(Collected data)
- - - - - - -

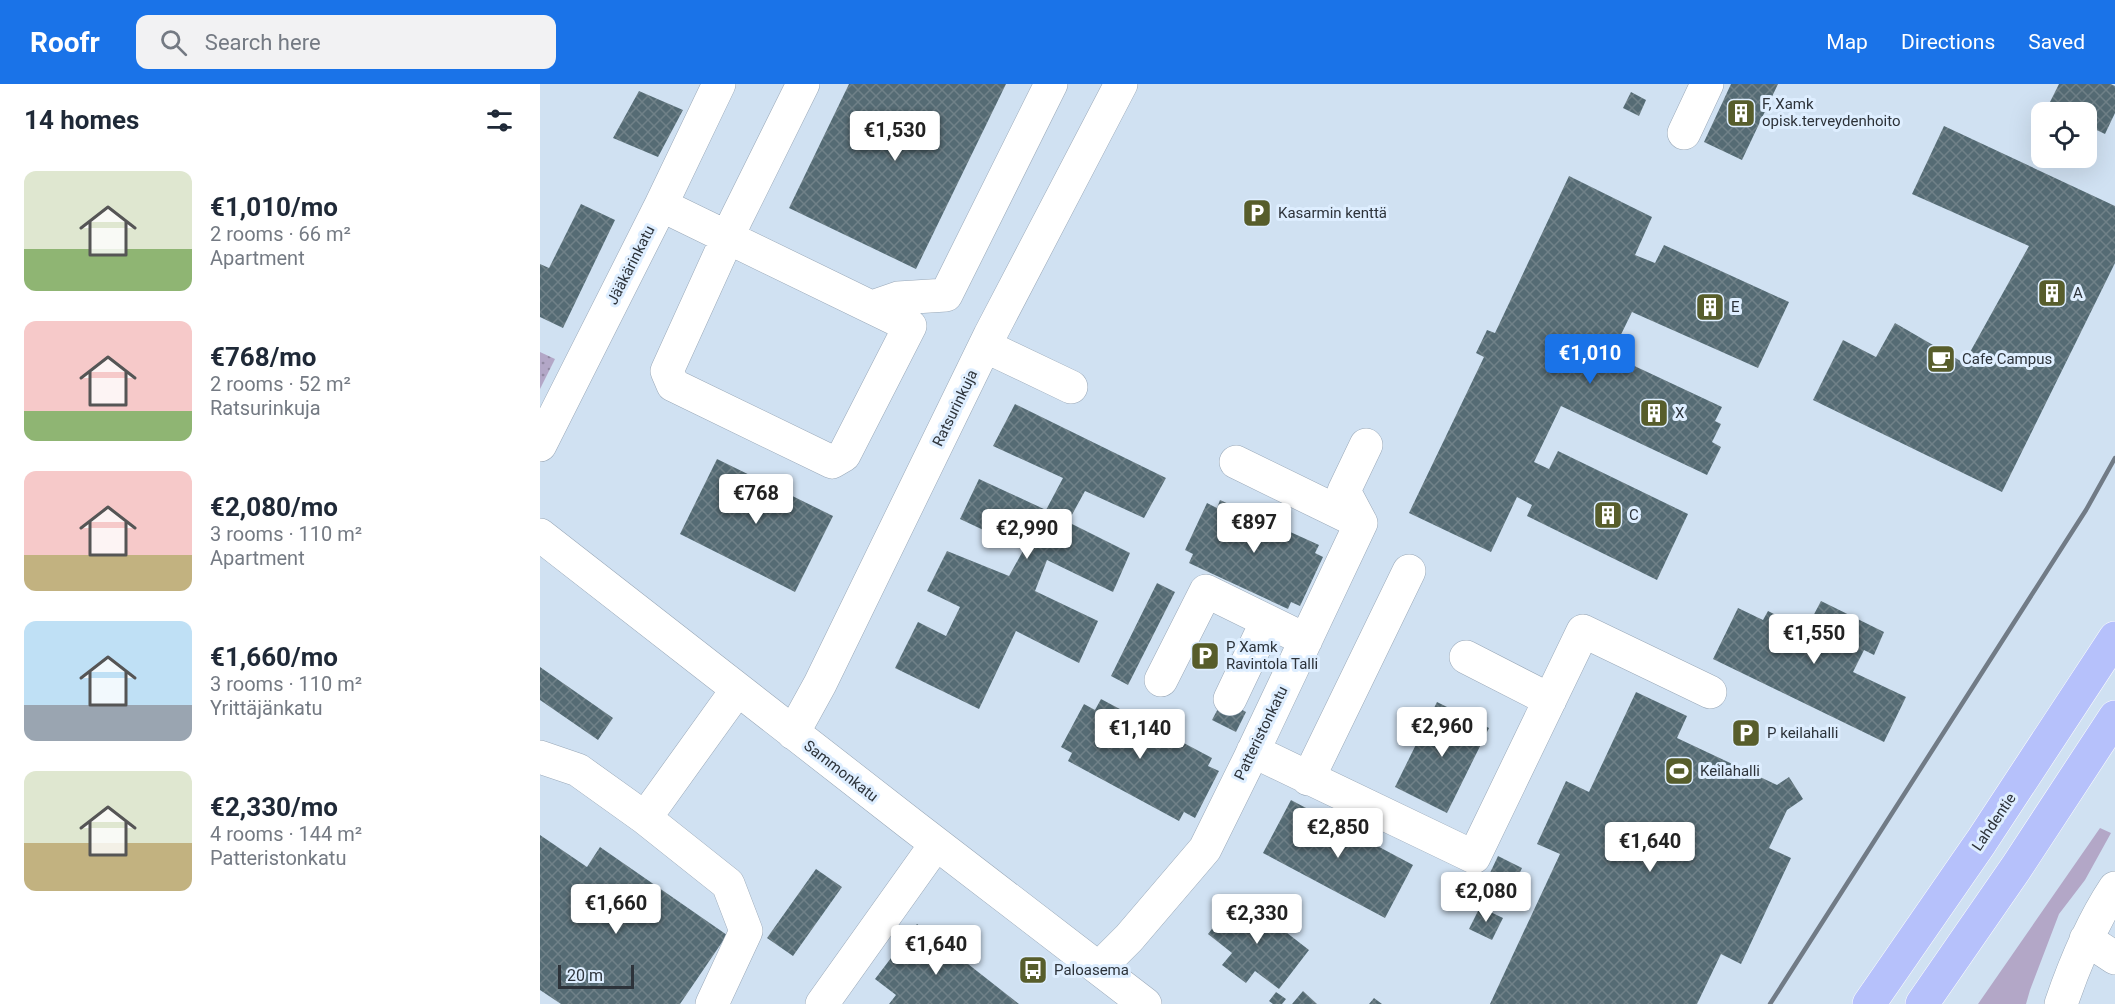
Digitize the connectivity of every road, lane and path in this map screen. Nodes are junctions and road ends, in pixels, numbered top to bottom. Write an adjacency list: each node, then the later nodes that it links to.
1 (719, 84): 7 (street, Jääkärinkatu)
2 (803, 84): 8 (street)
3 (1051, 84): 9 (street)
4 (1121, 84): 10 (street, Ratsurinkuja)
5 (1707, 84): 6 (street)
6 (1684, 133)
7 (662, 205): 8 (street); 12 (street, Jääkärinkatu)
8 (727, 237): 9 (street); 9 (street)
9 (872, 307)
10 (985, 346): 11 (street); 28 (street, Ratsurinkuja)
11 (1071, 387)
12 (540, 445)
13 (1359, 459): 15 (street)
14 (1236, 462): 15 (street)
15 (1361, 523): 20 (street, Patteristonkatu)
16 (540, 535): 23 (street, Sammonkatu)
17 (1409, 571): 31 (street)
18 (1267, 621): 20 (street); 22 (street); 25 (street)
19 (2115, 638): 41 (highway, Lahdentie)
20 (1306, 640): 29 (street, Patteristonkatu)
21 (1466, 657): 26 (street)
22 (1161, 681)
23 (737, 690): 28 (street, Sammonkatu); 32 (street)
24 (1710, 692): 26 (street)
25 (1230, 699)
26 (1550, 700): 31 (street)
27 (2115, 717): 42 (highway)
28 (793, 734): 33 (street, Sammonkatu)
29 (1253, 751): 31 (street); 37 (street, Patteristonkatu)
30 (540, 757): 32 (street)
31 (1308, 778)
32 (645, 818): 38 (street)
33 (936, 844): 37 (street, Sammonkatu); 39 (street)
34 (2115, 888): 35 (street)
35 (2086, 939): 36 (street); 43 (street)
36 (2115, 958)
37 (1099, 968): 40 (street, Sammonkatu)
38 (712, 1004)
39 (822, 1004)
40 (1145, 1004)
41 (1869, 1004)
42 (1922, 1004)
43 (2061, 1004)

- - - - - - -

Exercise: Look through the records and copy down every line that holds "Ratsurinkuja".

Answer:
4 (1121, 84): 10 (street, Ratsurinkuja)
10 (985, 346): 11 (street); 28 (street, Ratsurinkuja)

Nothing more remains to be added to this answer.